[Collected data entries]
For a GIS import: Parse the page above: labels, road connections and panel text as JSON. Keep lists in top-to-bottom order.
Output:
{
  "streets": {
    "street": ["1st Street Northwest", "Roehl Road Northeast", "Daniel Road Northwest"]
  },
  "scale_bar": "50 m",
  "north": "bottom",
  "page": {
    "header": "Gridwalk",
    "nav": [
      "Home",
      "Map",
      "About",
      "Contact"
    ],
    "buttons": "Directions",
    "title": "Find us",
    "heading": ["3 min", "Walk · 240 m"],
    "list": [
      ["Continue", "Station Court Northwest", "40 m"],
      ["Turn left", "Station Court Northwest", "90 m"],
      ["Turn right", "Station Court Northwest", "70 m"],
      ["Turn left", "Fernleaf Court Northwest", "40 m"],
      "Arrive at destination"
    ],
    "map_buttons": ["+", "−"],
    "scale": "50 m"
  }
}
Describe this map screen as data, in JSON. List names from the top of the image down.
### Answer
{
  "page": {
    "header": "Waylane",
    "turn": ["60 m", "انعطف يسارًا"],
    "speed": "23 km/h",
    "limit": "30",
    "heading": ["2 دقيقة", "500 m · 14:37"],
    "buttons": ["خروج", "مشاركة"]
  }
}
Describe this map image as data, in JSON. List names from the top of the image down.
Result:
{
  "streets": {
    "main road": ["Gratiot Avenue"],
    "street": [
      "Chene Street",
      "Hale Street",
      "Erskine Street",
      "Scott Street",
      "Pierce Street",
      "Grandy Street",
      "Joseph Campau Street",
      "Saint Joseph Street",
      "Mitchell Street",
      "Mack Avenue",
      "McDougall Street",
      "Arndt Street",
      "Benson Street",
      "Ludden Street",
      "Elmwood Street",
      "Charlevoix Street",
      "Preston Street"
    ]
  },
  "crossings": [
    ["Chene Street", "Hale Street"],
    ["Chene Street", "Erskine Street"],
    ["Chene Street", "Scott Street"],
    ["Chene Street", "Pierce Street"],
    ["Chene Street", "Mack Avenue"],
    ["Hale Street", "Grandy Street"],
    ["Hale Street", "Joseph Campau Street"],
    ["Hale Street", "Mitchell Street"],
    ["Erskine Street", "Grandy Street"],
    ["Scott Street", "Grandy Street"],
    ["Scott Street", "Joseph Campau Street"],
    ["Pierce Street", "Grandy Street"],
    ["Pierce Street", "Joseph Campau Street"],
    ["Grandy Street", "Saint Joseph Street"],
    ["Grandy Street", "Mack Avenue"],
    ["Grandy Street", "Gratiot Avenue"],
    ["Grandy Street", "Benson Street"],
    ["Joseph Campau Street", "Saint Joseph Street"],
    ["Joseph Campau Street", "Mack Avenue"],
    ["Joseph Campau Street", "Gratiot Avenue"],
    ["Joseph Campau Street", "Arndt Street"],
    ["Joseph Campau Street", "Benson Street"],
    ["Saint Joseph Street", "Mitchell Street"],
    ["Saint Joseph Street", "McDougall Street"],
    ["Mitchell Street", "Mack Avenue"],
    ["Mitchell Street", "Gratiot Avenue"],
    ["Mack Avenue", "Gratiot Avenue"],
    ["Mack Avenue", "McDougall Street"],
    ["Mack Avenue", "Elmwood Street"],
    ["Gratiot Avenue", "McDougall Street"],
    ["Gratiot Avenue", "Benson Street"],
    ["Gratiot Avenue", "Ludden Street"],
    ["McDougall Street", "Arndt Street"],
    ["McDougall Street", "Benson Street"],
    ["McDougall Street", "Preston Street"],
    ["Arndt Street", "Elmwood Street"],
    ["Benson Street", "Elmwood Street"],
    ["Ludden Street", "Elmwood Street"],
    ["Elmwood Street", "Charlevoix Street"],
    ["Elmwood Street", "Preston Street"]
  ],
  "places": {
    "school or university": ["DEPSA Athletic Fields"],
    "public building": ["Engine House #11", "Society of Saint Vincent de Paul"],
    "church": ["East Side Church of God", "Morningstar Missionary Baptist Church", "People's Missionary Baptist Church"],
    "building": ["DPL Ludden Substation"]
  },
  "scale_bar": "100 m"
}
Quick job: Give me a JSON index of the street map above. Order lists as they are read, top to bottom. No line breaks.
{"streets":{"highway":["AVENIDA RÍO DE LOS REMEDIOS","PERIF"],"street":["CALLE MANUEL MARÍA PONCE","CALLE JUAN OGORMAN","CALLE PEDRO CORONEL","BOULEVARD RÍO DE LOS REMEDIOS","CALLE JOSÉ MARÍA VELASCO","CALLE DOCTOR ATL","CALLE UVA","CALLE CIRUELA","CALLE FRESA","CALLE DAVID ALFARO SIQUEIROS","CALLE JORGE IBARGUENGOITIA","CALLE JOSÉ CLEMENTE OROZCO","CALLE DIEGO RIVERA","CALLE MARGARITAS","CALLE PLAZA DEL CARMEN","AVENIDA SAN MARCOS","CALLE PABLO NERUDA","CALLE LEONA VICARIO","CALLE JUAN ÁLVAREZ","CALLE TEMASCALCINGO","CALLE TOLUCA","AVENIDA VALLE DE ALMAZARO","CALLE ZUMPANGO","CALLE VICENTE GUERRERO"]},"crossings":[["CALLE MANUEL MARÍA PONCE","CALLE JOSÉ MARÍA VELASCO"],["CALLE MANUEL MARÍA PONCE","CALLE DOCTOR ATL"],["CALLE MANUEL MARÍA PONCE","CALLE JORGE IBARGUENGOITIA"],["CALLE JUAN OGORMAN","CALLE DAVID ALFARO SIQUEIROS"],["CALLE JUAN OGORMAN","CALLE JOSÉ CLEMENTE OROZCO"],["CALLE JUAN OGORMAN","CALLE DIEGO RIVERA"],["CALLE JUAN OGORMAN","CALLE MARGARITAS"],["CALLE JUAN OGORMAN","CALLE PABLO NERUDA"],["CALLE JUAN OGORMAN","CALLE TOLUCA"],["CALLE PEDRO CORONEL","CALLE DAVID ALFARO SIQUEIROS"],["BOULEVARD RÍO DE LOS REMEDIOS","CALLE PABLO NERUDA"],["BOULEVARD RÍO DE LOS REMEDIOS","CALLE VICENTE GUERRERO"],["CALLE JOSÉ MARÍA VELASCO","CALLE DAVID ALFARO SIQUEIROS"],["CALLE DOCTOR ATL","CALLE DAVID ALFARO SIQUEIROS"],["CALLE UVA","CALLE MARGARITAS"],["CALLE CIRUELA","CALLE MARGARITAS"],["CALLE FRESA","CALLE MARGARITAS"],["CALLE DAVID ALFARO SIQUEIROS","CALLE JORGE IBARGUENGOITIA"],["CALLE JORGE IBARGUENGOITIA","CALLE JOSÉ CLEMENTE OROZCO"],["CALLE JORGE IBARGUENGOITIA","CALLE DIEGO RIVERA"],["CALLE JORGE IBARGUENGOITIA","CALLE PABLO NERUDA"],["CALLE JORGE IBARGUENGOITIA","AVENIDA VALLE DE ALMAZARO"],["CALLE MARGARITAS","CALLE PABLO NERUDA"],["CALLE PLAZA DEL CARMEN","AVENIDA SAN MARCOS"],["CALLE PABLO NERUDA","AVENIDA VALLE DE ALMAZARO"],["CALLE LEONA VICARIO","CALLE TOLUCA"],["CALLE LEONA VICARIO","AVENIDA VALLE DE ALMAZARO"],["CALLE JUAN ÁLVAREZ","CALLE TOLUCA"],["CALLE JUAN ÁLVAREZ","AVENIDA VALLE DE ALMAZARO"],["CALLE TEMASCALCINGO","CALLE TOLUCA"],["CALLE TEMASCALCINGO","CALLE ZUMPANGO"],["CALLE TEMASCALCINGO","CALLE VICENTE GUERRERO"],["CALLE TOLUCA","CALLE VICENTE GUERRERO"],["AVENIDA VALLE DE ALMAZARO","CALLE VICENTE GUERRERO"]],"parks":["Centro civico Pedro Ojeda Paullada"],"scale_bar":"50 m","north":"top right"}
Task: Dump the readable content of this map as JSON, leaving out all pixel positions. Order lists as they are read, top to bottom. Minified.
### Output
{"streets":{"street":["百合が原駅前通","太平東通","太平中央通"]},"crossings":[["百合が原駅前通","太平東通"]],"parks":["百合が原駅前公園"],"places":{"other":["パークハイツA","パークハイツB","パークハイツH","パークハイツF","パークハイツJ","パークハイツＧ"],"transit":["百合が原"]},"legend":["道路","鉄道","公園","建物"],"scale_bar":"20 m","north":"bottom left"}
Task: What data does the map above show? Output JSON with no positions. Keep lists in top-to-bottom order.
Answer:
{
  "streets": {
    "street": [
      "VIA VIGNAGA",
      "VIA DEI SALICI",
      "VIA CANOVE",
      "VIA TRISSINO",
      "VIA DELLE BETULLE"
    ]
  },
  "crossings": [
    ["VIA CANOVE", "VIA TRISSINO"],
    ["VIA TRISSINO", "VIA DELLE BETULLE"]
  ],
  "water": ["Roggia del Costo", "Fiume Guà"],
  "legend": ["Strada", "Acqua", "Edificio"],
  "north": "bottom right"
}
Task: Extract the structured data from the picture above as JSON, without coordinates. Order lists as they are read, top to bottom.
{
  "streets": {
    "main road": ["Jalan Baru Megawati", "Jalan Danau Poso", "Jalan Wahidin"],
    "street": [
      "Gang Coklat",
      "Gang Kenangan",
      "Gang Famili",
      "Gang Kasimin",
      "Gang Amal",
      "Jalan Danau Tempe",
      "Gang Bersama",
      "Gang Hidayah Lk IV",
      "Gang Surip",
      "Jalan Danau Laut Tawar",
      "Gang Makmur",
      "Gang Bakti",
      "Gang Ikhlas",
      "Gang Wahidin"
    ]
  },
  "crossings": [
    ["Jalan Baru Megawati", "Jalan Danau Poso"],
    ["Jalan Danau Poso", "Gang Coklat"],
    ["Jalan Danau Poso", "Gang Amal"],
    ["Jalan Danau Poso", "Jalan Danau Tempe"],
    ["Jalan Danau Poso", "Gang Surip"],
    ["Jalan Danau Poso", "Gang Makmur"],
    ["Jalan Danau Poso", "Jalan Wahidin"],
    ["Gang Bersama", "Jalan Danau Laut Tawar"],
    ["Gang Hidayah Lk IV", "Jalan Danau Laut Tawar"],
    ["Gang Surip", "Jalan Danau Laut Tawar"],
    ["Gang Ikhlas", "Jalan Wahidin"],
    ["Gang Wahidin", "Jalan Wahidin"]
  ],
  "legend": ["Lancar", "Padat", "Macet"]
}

- **BRIEF**
What is needed is a verbatim copy of every line in the records above from the one containing "Describe this map screen" down to the one containing "Describe this map image", both included, and nothing more.

- **FINISHED EXERCISE**
Describe this map screen as data, in JSON. List names from the top of the image down.
### Answer
{
  "page": {
    "header": "Waylane",
    "turn": ["60 m", "انعطف يسارًا"],
    "speed": "23 km/h",
    "limit": "30",
    "heading": ["2 دقيقة", "500 m · 14:37"],
    "buttons": ["خروج", "مشاركة"]
  }
}
Describe this map image as data, in JSON. List names from the top of the image down.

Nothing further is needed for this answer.